Neuromuscular Conditions: He Can Beat Them…

Adrian Soto, Writer

A lot of Downey citizens, especially the youth like Downey High School students, have experienced hardships that live long in their memory.  Occasionally, high school students allow their adversity to beat them and to bring them down. However, a great variety of students overcome their adversity and grow leaps and bounds through their unfortunate circumstances.  Brandon Marquez, 12, a student who has been striving to work in the engineering field, overcame neuromuscular condition that greatly limited his physical capabilities.

 

So what is your full name?

 

Marquez: “My full name is Brandon David Marquez.  I am seventeen and I am a senior at Downey High School.”

 

You had mentioned an obstacle you overcame, what was it you overcame?

 

Marquez: “Back when I was in seventh grade, I was diagnosed with a neuromuscular condition that prevented me from speaking, seeing, eating, doing daily tasks (such as putting on my clothes, brushing my teeth, even buttoning my pants).  I was having a lot of trouble even picking up a towel. I had lost a lot of muscle functioning and strength. Prior to actually being diagnosed, I had failing grades because I was unable to perform in school… I couldn’t write, I couldn’t talk.  When I needed to come up and do a presentation, I couldn’t even say my own part. To overcome that, I think it was all, essentially, a mental game. I had to stay strong, at least for myself.
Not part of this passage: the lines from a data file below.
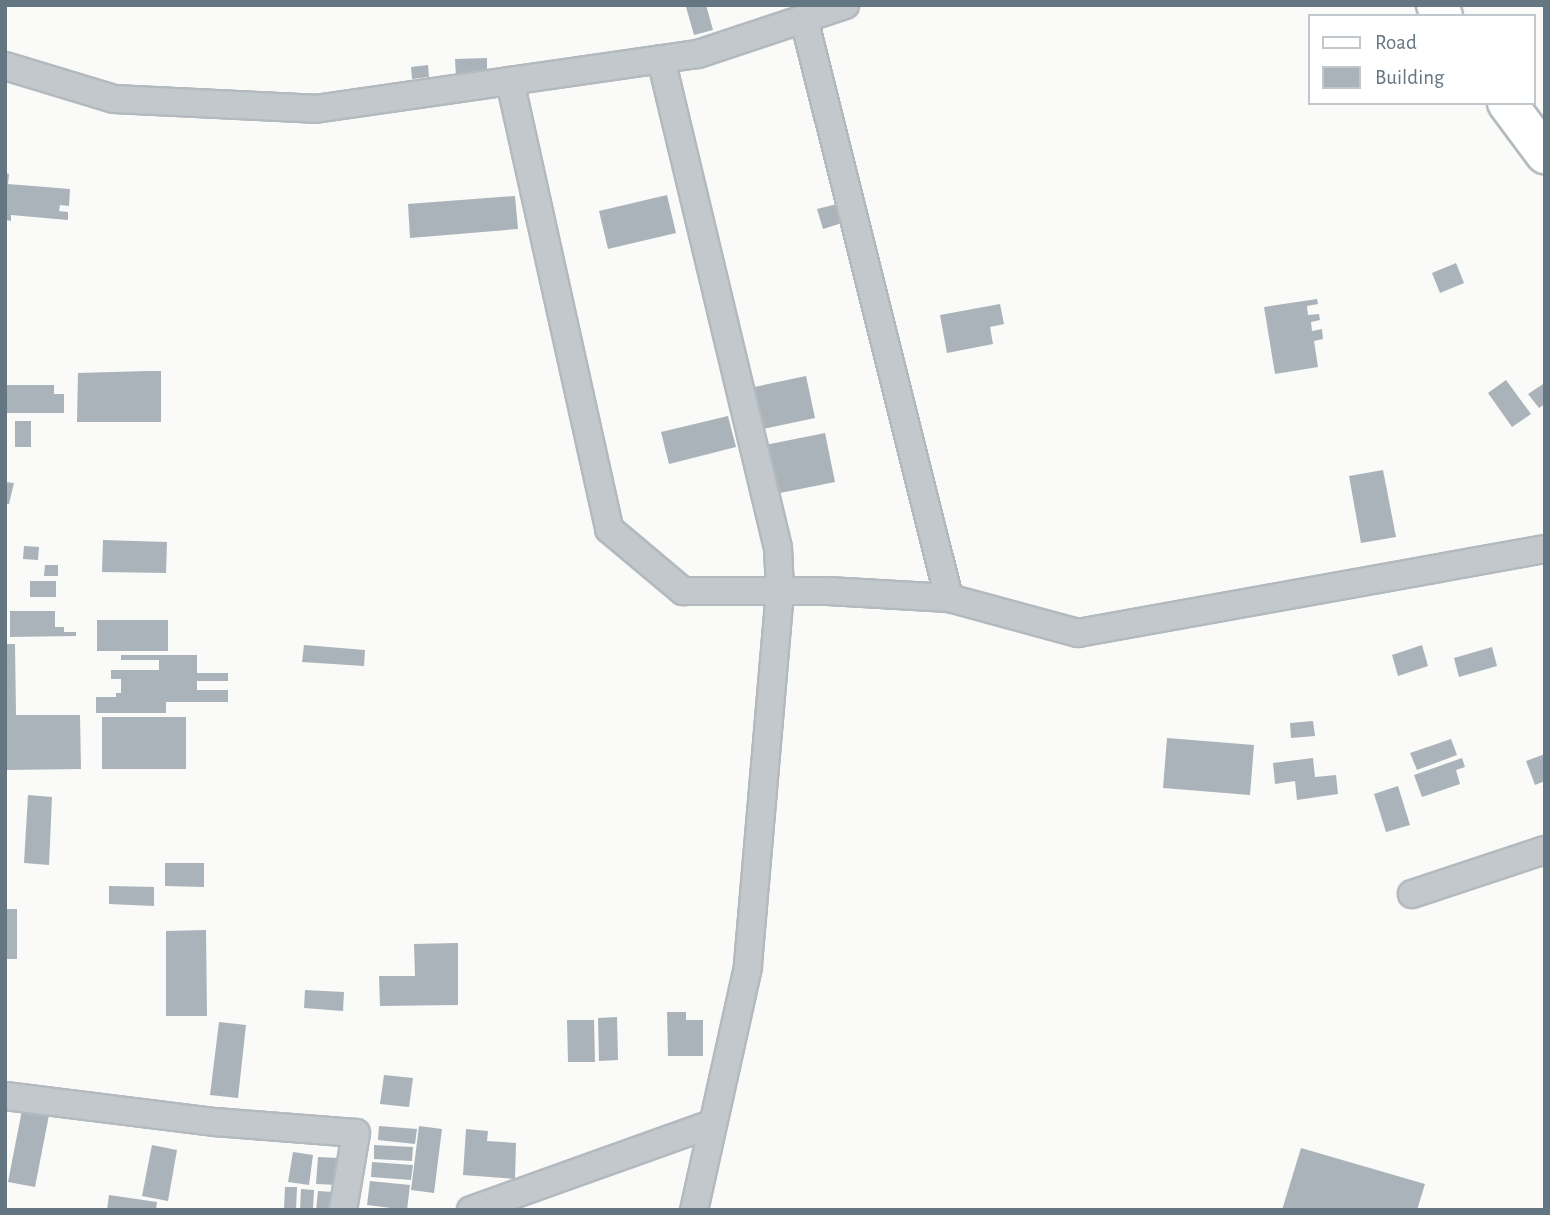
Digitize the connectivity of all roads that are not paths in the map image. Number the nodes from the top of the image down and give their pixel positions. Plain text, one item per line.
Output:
1 (845, 5) edge
2 (804, 19) junction
3 (661, 60) junction
4 (5, 66) edge
5 (510, 81) junction
6 (1508, 105) edge
7 (1545, 154) edge
8 (1545, 549) edge
9 (780, 591) junction
10 (949, 598) junction
11 (1545, 850) edge
12 (1412, 894) dead end
13 (5, 1096) edge
14 (711, 1124) junction
15 (343, 1210) edge
16 (471, 1210) edge
17 (694, 1210) edge

1 - 2 street
2 - 3 street
2 - 10 street
3 - 5 street
3 - 9 street
4 - 5 street
5 - 9 street
6 - 7 main road
8 - 10 street
9 - 10 street
9 - 14 street
11 - 12 street
13 - 15 street
14 - 16 street
14 - 17 street

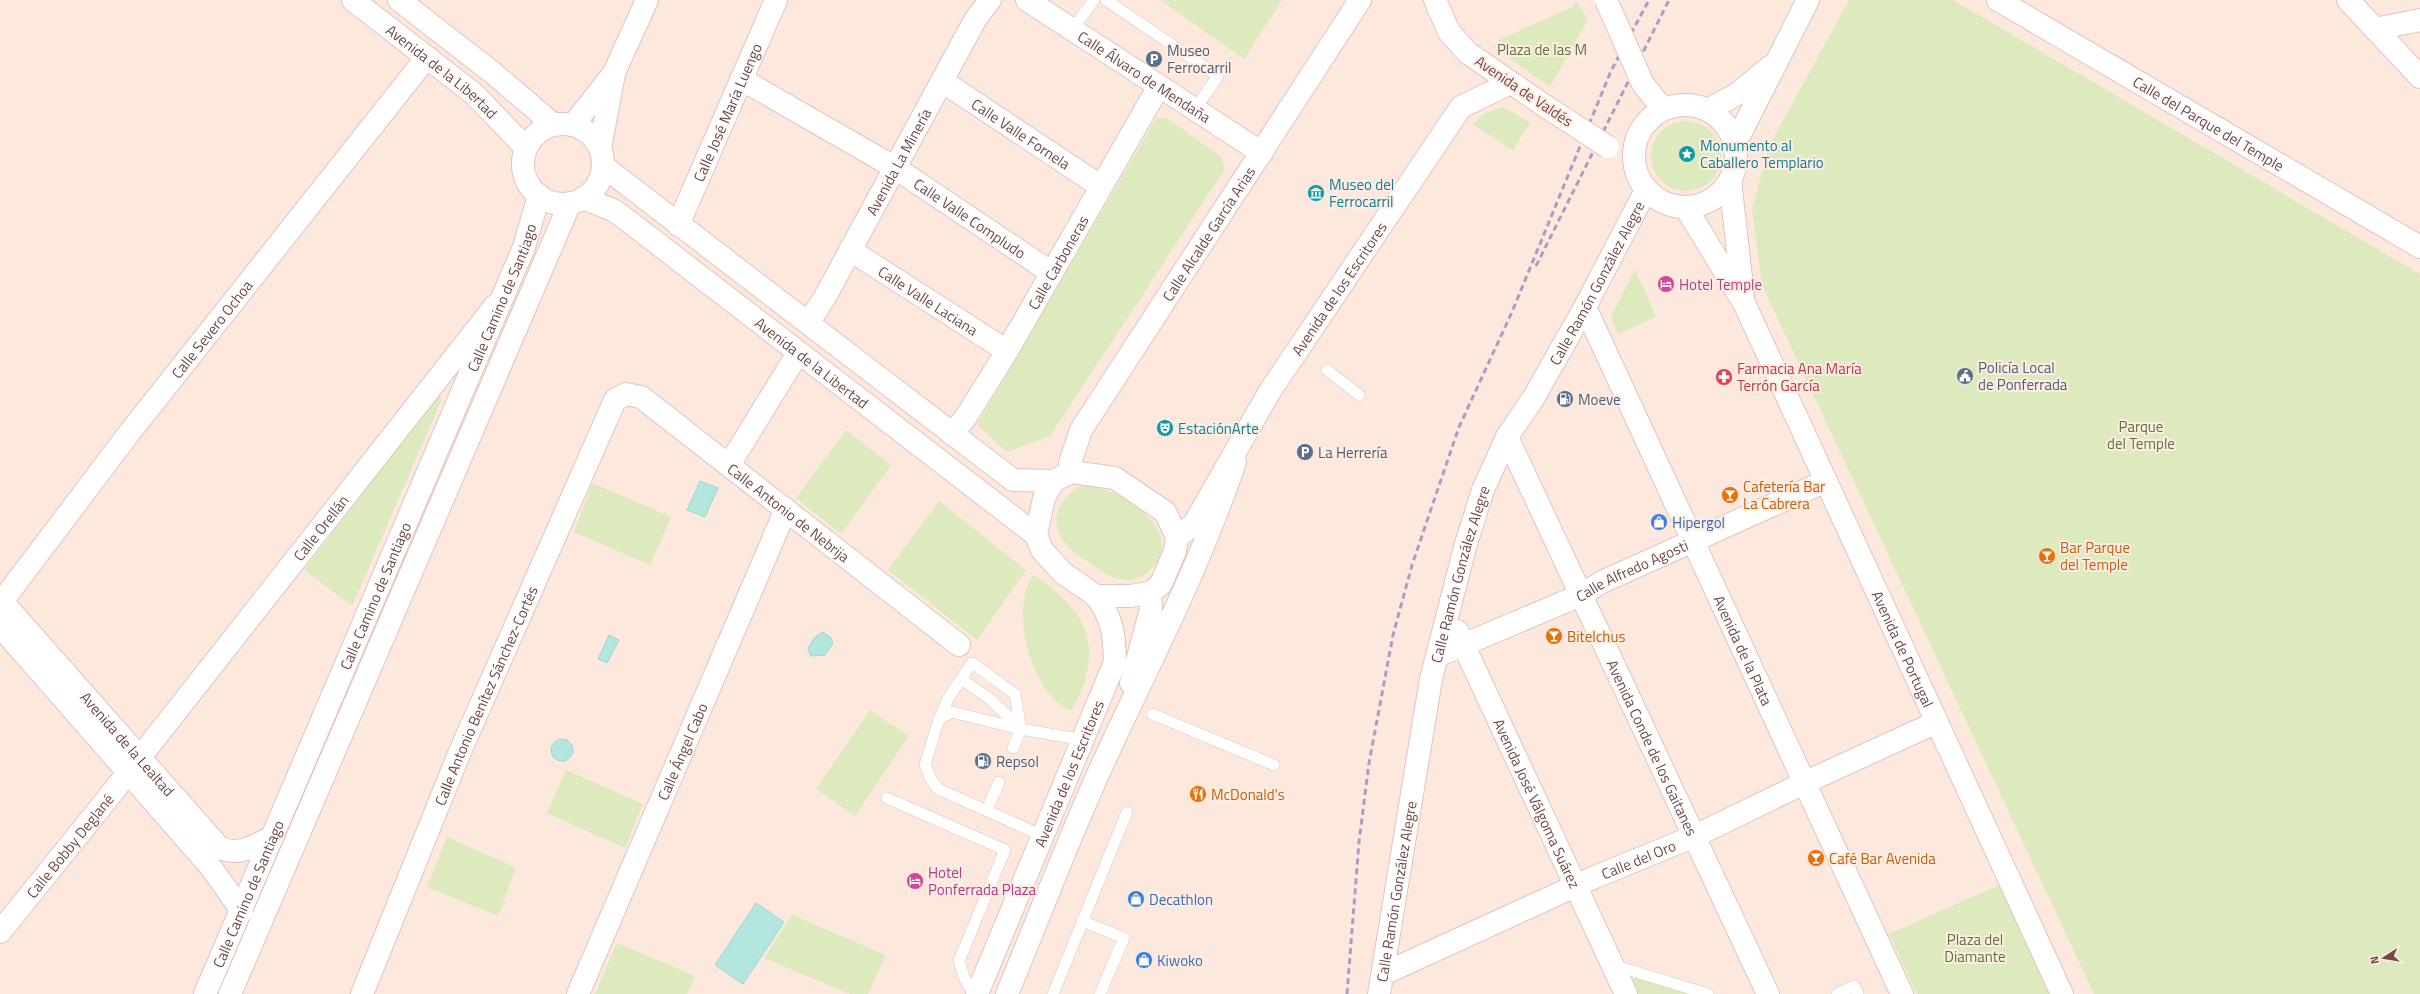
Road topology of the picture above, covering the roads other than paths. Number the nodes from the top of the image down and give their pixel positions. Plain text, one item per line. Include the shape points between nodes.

This disease, this condition shouldn’t formulate or surround my whole life in a negative way.  I saw that for me to get better, not necessarily physically, but mentally and emotionally in my own self, was to help others with Myasthenia Gravis[what the condition was called].”

 

What did you do to help out others and by extension yourself?

 

Marquez: “I raised over $7,000, and donated it all to the Myasthenia Gravis Foundation and in that I was featured in a newsletter for a scientific journal about my story.  It was similar to what I was doing here, talking to you. After that, I felt better about myself, more confident and I didn’t feel so ashamed or uptight about it.  Now that I am older, I have accepted it [becoming] a part of my life. Even though I have gained most of my functioning, I do have some remnants of it. To overcome, I think you just have to be open and talk about it…owning, accepting what you have for what it is and making something out of it instead of having it tear your whole life apart and bring you down – it makes a depressing life.  That was not what I wanted for myself and now I have become very open about it. If people ask me questions, like you, I have always been open to talking about it, because there needs to be more awareness. It is a snowflake disease, everyone is different when they have it, no two people are the same. For me, I was one of the lucky ones. It also attacked my lungs… so I had my lungs collapse and was sent to the hospital, so that was a scary pivoting moment to overcome.  I changed my life around and made it something better and that is how I overcame it: giving back to people who were just like me, not just with Myasthenia Gravis but also being more accepting of people with other conditions. Handicap people, people with mental disabilities kind of opened my world that there is more out there and everyone has their own conditions; everybody has their own issues, and we all need to be accepting and open. It kind of made me more aware of the world and accepting of the world.”

Marquez’s affliction shifted his entire life around.  He could not function as he fell victim to the disease.  Time and time again he missed school due to his condition, but he continued to handle the disease, eventually “coming to terms with”.  Now, the condition is nowhere near as severe or apparent. Marquez is doing well in his classes and has recently landed a job at the Downey’s Chick-Fil-A.  He enjoys talking about his experiences with his neuromuscular condition, and hopes to build more awareness to Myasthenia Gravis and its foundation in order to help others.